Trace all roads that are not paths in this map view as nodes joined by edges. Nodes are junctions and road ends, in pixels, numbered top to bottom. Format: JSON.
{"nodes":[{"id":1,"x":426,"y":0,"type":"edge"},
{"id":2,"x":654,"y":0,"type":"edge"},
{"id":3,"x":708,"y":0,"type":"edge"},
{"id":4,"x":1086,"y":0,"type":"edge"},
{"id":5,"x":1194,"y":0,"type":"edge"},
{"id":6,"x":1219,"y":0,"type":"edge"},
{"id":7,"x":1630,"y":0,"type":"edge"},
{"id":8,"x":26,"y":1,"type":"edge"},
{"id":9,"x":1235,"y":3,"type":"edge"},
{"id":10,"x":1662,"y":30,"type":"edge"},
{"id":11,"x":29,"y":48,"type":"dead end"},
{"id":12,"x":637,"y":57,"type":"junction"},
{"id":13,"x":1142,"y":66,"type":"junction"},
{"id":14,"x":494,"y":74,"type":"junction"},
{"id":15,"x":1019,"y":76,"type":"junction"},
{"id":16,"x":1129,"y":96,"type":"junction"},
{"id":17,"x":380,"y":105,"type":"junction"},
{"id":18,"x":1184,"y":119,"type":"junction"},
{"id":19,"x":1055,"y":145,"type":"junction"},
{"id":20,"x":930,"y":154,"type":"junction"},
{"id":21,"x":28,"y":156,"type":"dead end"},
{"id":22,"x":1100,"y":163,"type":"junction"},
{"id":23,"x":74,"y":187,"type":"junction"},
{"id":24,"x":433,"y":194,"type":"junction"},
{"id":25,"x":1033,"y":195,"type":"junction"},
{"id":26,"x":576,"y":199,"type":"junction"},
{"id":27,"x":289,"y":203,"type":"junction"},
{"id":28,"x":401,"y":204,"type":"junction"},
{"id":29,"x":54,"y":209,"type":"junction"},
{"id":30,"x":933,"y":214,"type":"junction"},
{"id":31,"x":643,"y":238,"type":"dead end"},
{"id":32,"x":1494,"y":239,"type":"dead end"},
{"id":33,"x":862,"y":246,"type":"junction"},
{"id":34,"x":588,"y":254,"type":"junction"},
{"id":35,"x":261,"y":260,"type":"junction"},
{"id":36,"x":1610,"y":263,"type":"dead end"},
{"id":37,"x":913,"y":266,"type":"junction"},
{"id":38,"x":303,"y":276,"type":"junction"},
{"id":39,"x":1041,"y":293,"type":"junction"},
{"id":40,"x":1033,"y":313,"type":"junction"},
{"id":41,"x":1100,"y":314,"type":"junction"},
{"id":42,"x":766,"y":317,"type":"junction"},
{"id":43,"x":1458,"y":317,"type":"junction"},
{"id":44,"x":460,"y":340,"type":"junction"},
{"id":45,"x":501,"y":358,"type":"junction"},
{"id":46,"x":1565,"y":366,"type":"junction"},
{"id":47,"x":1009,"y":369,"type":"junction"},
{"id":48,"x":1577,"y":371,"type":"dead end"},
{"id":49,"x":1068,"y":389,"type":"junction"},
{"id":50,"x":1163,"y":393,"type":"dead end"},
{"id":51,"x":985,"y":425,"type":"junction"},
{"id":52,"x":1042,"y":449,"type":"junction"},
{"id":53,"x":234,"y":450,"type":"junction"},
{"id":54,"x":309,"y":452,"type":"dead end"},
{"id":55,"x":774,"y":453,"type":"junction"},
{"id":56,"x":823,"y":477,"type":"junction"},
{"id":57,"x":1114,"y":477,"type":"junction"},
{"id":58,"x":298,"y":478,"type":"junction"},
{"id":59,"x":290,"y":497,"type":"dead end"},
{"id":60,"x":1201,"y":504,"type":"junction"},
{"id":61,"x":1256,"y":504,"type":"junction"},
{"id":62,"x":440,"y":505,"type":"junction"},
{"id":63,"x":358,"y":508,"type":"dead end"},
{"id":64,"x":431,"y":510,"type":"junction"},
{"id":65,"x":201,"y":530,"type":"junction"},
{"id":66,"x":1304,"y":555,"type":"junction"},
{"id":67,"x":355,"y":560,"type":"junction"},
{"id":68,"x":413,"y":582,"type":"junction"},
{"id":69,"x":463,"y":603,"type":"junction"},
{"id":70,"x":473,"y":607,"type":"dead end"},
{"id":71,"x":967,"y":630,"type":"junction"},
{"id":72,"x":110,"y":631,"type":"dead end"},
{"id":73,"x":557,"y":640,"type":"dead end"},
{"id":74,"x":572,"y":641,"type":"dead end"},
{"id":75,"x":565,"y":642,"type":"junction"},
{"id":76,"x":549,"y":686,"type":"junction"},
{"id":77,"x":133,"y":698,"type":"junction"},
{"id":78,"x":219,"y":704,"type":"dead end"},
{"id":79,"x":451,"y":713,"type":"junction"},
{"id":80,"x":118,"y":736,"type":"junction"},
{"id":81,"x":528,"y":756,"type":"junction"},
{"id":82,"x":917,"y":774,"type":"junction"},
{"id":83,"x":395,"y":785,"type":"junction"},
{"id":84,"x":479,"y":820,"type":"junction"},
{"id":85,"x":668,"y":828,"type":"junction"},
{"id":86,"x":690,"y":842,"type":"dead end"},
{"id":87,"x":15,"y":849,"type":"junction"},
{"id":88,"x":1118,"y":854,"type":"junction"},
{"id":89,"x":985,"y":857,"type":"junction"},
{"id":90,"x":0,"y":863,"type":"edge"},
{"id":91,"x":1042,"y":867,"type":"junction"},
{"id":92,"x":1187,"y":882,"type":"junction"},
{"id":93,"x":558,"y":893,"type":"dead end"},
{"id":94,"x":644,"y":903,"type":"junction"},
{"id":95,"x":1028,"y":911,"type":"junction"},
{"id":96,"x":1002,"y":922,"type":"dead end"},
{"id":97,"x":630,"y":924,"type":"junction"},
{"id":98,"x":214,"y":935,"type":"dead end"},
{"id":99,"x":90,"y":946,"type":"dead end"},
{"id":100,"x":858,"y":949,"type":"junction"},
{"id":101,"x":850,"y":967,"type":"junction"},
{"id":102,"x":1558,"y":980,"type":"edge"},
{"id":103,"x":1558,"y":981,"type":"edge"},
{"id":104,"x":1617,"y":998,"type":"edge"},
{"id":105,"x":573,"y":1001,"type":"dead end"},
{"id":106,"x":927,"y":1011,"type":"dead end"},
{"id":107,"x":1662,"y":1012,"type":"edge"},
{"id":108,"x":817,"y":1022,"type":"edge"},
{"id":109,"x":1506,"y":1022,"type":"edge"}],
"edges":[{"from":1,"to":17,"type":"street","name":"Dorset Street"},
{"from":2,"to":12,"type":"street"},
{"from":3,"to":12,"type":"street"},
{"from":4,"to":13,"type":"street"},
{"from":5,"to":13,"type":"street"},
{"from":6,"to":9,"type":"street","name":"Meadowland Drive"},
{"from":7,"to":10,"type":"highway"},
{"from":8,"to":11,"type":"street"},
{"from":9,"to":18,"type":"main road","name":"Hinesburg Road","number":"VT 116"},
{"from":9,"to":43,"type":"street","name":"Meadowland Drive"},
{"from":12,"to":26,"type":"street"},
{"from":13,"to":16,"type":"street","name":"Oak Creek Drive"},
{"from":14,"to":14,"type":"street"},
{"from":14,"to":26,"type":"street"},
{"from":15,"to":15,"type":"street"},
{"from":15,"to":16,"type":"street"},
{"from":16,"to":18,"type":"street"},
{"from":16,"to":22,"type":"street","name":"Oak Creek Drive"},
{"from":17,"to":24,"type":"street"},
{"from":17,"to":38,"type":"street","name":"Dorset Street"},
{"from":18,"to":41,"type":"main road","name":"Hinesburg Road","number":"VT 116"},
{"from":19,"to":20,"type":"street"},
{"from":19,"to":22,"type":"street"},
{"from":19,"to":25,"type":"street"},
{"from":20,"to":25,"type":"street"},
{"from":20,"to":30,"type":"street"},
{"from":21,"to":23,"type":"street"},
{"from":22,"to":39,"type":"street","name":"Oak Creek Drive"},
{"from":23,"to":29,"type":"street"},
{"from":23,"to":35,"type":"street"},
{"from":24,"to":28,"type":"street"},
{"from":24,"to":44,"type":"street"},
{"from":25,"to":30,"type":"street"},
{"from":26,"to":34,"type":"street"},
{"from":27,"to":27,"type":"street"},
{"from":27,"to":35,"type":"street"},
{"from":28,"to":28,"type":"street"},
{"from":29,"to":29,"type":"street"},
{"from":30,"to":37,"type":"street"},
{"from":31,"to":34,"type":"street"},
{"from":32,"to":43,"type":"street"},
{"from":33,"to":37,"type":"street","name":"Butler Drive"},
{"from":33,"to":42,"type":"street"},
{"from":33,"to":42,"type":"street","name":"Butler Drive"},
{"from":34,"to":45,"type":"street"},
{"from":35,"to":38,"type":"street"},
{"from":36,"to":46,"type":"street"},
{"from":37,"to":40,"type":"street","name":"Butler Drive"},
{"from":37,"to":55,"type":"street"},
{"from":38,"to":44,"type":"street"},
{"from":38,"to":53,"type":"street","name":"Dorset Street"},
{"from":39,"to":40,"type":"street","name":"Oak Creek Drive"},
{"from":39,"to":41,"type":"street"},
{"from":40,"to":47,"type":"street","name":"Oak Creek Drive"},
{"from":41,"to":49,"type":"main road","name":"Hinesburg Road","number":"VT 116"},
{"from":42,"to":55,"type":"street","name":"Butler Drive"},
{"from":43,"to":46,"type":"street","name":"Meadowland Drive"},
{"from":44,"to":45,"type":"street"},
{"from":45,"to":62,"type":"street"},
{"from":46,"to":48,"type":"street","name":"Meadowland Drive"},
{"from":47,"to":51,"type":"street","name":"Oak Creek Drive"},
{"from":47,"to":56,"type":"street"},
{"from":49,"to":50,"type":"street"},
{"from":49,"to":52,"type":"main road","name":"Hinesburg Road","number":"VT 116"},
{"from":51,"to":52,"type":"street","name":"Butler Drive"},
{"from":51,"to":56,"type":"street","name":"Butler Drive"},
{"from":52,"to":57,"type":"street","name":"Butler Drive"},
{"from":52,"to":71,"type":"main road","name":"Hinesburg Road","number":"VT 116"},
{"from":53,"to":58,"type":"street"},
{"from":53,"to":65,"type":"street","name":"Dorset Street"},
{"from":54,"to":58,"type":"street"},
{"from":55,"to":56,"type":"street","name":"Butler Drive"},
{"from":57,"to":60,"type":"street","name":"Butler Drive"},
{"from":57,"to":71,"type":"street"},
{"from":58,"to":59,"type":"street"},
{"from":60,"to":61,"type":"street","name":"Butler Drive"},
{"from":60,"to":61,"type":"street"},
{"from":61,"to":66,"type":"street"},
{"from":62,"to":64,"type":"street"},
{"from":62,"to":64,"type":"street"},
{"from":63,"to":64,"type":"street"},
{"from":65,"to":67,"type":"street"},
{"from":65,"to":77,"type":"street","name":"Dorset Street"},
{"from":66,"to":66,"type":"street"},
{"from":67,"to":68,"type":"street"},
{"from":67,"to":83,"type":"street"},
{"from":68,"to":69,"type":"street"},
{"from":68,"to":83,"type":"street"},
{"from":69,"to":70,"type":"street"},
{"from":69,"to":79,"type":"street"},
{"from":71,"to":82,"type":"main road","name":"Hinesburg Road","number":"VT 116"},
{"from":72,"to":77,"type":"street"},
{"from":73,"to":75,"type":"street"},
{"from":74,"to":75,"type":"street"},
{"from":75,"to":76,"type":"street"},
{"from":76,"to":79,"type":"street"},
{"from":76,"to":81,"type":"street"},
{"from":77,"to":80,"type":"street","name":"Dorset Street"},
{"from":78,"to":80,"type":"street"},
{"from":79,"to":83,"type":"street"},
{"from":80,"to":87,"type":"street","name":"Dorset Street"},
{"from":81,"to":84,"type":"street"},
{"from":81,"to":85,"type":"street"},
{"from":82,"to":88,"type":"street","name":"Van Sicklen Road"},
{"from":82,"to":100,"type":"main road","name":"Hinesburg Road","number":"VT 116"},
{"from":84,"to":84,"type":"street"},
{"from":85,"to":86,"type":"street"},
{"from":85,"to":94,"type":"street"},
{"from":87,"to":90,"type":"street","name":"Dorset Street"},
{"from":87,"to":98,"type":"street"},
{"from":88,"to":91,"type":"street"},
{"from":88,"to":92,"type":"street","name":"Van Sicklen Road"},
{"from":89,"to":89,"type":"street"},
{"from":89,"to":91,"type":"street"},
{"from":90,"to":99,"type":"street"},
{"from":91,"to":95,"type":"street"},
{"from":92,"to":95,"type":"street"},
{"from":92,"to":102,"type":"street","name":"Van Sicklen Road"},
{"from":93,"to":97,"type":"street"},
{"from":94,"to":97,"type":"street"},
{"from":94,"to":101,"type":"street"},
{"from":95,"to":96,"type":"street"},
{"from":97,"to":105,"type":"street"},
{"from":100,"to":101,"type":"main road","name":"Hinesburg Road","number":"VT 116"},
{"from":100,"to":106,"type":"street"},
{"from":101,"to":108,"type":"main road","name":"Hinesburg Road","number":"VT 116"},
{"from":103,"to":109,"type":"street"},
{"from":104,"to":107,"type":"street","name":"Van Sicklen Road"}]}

• Task to carry out: Please return each line of the listing above that contains "edges".

• Written answer:
Trace all roads that are not paths in this map view as nodes joined by edges. Nodes are junctions and road ends, in pixels, numbered top to bottom. Format: JSON.
"edges":[{"from":1,"to":17,"type":"street","name":"Dorset Street"},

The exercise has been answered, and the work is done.